───── Data ─────
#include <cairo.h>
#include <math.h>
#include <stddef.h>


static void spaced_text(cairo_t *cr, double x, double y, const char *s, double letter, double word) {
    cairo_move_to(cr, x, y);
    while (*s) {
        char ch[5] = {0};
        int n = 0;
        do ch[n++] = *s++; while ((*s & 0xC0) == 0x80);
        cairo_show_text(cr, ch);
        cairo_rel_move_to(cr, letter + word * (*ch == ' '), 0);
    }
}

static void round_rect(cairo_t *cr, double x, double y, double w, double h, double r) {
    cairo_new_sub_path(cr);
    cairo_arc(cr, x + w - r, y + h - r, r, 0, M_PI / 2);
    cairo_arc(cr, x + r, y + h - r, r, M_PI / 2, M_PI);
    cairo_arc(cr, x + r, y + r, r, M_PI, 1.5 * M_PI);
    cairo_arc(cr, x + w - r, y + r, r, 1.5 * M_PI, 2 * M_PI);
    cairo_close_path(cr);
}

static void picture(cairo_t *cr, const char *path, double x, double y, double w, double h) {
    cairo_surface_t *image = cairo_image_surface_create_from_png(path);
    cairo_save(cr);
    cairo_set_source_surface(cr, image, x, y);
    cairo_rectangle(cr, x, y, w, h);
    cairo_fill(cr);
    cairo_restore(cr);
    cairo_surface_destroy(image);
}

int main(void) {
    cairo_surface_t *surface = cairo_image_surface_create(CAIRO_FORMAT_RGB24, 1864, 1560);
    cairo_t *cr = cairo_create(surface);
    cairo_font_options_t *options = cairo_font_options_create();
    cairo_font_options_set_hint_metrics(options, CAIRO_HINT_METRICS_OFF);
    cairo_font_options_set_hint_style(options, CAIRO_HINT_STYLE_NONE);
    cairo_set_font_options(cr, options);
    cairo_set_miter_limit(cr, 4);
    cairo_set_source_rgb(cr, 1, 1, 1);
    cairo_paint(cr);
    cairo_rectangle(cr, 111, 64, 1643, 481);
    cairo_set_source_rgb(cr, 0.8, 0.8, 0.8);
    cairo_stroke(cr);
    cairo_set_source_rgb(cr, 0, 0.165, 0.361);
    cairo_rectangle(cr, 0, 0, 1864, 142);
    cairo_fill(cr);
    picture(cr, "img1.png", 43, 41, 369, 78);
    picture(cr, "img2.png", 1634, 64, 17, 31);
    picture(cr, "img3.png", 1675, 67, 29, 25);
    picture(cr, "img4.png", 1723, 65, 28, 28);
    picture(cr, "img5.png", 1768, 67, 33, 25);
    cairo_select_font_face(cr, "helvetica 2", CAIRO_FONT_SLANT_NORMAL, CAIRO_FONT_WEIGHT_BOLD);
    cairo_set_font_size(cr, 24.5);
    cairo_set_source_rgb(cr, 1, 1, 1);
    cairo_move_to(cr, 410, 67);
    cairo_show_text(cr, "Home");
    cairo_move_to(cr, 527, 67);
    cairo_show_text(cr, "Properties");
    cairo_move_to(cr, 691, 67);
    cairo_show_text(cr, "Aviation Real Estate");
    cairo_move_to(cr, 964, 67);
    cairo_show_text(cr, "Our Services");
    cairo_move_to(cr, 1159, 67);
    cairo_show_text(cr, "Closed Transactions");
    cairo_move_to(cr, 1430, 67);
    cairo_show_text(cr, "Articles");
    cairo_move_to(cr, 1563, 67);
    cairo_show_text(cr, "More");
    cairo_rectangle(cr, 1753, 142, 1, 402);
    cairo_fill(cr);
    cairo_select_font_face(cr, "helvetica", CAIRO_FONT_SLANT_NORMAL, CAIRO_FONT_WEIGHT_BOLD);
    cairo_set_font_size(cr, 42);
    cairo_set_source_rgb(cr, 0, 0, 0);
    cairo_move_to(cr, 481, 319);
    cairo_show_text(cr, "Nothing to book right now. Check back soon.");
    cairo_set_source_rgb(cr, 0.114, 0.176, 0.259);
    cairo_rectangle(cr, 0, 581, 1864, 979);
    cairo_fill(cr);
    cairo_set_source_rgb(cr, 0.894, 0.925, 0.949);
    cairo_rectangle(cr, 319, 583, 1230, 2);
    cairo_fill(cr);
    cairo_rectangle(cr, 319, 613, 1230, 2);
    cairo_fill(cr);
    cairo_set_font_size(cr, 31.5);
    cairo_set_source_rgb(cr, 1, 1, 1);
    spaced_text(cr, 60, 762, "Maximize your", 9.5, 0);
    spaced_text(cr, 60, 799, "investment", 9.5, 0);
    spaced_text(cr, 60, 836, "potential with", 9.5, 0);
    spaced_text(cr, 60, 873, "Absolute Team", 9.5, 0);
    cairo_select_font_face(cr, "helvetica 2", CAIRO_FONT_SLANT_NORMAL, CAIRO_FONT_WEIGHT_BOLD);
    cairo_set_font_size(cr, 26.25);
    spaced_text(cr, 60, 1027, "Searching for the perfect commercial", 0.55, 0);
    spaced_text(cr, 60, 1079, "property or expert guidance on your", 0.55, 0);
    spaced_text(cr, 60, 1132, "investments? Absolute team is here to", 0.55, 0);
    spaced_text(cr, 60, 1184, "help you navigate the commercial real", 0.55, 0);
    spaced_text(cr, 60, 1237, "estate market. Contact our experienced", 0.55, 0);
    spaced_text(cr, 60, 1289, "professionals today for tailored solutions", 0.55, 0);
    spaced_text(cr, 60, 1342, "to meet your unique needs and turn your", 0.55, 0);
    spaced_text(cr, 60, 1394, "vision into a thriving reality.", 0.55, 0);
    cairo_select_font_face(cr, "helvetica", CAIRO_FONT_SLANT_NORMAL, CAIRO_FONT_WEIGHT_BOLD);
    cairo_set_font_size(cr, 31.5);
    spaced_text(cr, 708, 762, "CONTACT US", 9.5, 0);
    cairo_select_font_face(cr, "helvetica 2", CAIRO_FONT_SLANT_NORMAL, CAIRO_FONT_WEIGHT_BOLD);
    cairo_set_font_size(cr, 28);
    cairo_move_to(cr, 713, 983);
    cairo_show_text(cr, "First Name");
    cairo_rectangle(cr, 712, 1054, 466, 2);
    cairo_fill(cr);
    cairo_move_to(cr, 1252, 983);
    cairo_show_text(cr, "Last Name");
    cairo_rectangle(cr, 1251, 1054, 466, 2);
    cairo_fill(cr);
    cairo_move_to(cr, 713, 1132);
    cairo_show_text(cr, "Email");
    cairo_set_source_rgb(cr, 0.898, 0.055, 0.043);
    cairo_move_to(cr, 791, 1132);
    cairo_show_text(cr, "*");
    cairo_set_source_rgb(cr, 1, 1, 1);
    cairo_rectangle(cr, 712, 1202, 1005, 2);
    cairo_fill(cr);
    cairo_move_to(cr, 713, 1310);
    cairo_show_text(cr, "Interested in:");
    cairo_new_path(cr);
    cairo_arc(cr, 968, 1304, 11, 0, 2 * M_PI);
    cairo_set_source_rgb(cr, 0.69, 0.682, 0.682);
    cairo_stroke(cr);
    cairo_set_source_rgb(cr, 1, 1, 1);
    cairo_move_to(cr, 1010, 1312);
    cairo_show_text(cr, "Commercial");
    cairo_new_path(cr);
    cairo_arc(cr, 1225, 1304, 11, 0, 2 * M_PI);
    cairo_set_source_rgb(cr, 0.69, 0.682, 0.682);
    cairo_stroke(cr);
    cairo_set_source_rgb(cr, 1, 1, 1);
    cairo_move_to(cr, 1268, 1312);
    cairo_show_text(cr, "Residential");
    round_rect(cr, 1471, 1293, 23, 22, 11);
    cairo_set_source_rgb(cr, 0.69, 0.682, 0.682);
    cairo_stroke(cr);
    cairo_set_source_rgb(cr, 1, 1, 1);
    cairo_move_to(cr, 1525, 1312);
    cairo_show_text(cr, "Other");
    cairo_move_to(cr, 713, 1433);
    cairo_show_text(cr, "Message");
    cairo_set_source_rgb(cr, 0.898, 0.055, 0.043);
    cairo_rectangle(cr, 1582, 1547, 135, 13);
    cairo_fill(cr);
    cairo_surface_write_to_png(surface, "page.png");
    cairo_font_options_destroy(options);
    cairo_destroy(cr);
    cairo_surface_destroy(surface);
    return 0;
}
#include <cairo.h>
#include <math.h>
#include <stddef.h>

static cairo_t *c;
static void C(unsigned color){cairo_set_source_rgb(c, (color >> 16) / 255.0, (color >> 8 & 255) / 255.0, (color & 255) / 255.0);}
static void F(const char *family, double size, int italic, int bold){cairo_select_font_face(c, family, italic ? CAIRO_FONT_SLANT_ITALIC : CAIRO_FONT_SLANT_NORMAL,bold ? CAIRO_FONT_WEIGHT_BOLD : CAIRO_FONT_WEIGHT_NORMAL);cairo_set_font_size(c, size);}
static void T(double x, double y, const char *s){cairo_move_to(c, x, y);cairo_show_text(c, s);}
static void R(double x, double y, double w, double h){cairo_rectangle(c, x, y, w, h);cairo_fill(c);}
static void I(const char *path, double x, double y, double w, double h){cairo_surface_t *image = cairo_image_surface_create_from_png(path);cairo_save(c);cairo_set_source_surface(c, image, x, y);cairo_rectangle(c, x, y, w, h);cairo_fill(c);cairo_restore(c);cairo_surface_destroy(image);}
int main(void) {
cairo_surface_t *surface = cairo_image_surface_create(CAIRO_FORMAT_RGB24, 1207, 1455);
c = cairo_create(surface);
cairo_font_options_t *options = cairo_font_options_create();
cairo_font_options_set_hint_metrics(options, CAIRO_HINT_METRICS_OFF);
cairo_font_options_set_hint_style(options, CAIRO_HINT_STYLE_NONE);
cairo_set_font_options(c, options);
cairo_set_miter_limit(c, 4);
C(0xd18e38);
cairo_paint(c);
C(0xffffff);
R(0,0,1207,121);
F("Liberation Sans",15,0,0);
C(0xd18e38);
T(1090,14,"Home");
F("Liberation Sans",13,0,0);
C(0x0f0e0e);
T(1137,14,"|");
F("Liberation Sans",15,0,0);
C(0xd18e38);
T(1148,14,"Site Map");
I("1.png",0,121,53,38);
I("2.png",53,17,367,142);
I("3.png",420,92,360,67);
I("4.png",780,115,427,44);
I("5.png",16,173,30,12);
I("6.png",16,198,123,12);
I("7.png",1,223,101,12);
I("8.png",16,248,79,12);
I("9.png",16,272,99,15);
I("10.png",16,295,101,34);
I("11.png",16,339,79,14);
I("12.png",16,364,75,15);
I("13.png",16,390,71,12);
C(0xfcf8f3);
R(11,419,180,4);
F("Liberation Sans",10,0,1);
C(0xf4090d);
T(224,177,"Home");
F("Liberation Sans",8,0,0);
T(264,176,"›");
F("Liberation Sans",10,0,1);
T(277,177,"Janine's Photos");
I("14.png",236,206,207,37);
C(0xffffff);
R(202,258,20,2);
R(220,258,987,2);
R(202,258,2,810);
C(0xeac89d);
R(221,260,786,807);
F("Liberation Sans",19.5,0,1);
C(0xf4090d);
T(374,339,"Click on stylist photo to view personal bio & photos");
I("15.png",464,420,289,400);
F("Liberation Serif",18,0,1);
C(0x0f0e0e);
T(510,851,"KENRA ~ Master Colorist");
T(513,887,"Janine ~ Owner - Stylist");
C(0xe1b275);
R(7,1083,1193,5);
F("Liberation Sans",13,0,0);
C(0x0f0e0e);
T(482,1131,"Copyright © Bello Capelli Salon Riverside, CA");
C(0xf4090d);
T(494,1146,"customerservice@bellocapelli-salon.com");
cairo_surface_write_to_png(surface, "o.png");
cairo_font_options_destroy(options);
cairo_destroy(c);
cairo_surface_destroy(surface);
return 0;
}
─────
Set down exactly the lines of the data above, beginning with the line that has "cairo_rectangle(cr, x, y, w, h);" and ending with the line that has "cairo_set_miter_limit(cr, 4);", and no others.

    cairo_rectangle(cr, x, y, w, h);
    cairo_fill(cr);
    cairo_restore(cr);
    cairo_surface_destroy(image);
}

int main(void) {
    cairo_surface_t *surface = cairo_image_surface_create(CAIRO_FORMAT_RGB24, 1864, 1560);
    cairo_t *cr = cairo_create(surface);
    cairo_font_options_t *options = cairo_font_options_create();
    cairo_font_options_set_hint_metrics(options, CAIRO_HINT_METRICS_OFF);
    cairo_font_options_set_hint_style(options, CAIRO_HINT_STYLE_NONE);
    cairo_set_font_options(cr, options);
    cairo_set_miter_limit(cr, 4);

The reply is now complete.